About this task » Go through the lines below and copy each one that holds the string "roads".
== Segment start ==
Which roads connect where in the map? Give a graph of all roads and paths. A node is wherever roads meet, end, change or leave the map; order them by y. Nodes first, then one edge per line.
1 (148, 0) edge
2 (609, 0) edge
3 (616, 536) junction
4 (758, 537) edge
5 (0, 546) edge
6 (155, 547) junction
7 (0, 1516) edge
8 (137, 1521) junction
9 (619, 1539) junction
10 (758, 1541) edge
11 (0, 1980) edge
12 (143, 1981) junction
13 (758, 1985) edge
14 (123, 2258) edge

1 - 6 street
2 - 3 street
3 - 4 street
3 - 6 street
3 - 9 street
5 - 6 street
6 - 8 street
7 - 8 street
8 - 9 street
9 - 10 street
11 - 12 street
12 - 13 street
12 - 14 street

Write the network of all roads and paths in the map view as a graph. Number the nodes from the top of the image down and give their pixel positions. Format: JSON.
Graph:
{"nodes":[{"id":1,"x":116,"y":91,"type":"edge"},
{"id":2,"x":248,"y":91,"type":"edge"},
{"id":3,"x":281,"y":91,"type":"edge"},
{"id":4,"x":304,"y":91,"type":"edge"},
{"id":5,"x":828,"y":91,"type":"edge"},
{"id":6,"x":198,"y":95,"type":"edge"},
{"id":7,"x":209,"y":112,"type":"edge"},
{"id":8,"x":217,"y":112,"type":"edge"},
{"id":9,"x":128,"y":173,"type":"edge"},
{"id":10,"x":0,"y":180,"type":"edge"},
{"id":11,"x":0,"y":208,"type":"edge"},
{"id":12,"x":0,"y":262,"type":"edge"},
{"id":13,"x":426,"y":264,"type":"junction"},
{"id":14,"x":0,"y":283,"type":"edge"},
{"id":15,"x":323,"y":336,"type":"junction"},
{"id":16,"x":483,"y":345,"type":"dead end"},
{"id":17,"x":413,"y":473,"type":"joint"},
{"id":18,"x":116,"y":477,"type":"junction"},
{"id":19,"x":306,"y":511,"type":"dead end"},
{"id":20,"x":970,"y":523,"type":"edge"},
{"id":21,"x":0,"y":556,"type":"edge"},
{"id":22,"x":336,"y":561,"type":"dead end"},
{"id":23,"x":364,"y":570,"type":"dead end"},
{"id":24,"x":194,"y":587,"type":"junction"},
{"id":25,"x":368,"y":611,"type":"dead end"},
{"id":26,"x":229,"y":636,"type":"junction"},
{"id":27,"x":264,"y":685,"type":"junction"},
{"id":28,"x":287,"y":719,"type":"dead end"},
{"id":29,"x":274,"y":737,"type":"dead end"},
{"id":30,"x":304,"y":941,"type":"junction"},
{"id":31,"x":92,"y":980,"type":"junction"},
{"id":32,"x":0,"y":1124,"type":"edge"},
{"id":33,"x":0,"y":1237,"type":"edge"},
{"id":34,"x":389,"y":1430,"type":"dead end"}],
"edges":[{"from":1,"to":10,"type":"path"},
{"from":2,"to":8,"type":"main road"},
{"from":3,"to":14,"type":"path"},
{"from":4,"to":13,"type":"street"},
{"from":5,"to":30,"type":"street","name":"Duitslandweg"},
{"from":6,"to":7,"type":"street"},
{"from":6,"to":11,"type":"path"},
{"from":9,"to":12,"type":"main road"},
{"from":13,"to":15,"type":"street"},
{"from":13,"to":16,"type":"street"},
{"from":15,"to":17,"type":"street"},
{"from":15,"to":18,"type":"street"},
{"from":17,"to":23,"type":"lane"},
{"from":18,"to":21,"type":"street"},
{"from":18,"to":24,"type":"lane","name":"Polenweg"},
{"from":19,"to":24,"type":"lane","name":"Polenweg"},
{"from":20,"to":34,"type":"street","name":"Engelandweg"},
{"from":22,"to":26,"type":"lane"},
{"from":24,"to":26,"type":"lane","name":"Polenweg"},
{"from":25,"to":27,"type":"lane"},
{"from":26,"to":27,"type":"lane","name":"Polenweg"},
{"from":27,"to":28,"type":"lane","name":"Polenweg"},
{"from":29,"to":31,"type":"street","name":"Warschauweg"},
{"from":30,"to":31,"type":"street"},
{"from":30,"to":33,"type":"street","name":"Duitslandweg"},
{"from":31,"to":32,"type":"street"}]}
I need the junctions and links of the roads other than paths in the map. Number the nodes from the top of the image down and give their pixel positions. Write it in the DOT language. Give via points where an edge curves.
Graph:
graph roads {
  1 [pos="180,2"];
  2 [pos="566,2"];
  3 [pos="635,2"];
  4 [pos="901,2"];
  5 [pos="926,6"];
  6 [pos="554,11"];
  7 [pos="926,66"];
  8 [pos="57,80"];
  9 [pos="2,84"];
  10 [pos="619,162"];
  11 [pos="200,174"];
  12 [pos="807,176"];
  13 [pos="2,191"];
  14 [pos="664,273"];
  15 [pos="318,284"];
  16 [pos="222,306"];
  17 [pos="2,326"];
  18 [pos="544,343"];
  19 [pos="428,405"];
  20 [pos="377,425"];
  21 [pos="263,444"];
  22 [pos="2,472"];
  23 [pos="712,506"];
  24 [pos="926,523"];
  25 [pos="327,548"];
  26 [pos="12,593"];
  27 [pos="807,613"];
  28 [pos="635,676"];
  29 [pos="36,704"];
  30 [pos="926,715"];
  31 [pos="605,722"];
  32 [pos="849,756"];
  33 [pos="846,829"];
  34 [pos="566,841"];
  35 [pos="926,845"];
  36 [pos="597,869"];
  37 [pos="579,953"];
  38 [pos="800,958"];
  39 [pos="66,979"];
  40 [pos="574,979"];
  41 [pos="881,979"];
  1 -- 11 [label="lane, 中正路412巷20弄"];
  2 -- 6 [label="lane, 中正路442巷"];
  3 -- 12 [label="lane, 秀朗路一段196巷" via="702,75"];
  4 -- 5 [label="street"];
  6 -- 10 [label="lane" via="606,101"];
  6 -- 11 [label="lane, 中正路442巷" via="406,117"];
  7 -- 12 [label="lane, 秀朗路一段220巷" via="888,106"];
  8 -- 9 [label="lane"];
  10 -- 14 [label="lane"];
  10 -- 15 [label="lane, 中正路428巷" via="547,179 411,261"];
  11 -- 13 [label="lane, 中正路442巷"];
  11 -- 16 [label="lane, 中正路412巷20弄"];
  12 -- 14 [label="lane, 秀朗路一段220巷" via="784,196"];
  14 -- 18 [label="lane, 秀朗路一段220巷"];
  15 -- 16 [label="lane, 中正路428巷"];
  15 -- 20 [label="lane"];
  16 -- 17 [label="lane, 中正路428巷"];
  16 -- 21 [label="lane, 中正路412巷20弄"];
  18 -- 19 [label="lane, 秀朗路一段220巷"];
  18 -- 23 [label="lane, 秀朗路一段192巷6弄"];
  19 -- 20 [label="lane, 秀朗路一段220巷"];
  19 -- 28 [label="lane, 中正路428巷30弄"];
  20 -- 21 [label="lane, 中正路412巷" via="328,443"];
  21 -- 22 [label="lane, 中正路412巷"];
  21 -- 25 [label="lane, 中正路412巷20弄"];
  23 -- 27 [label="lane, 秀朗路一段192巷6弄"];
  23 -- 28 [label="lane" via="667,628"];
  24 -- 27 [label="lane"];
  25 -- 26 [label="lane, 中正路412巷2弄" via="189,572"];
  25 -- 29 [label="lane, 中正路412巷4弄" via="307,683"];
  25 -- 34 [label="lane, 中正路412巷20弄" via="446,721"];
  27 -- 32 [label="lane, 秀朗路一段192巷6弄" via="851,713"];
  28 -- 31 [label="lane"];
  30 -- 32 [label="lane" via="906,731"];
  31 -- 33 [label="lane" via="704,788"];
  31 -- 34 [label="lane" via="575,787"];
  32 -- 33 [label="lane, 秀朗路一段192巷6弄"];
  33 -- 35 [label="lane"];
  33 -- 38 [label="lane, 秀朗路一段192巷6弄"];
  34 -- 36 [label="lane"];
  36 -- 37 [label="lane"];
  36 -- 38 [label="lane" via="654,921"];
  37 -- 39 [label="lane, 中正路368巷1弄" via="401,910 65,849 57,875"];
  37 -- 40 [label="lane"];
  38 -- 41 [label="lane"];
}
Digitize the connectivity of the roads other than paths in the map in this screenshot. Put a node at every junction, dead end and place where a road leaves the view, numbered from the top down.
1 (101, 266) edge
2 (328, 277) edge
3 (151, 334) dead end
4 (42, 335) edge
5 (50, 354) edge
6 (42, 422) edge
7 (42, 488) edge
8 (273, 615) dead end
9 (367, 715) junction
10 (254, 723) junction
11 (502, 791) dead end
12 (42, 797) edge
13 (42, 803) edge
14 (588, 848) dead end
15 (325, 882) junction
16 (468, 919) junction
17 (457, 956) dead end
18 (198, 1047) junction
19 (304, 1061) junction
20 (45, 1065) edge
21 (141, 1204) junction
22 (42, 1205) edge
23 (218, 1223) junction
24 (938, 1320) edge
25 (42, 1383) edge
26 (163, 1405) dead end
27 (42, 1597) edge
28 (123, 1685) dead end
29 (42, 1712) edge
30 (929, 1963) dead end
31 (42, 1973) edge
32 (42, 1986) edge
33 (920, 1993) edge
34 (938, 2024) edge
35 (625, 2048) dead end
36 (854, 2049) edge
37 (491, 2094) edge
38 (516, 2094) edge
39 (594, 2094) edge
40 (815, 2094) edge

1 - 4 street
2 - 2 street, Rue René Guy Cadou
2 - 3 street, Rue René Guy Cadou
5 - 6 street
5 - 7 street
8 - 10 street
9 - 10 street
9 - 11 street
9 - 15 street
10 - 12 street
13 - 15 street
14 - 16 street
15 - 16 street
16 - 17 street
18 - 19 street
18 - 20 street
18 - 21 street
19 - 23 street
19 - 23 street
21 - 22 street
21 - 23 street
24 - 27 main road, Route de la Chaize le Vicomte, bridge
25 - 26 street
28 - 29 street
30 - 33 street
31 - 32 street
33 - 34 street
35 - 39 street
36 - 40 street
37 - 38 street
== Segment end ==
Task answer »
Which roads connect where in the map? Give a graph of all roads and paths. A node is wherever roads meet, end, change or leave the map; order them by y. Nodes first, then one edge per line.
Write the network of all roads and paths in the map view as a graph. Number the nodes from the top of the image down and give their pixel positions. Format: JSON.
I need the junctions and links of the roads other than paths in the map. Number the nodes from the top of the image down and give their pixel positions. Write it in the DOT language. Give via points where an edge curves.
graph roads {
Digitize the connectivity of the roads other than paths in the map in this screenshot. Put a node at every junction, dead end and place where a road leaves the view, numbered from the top down.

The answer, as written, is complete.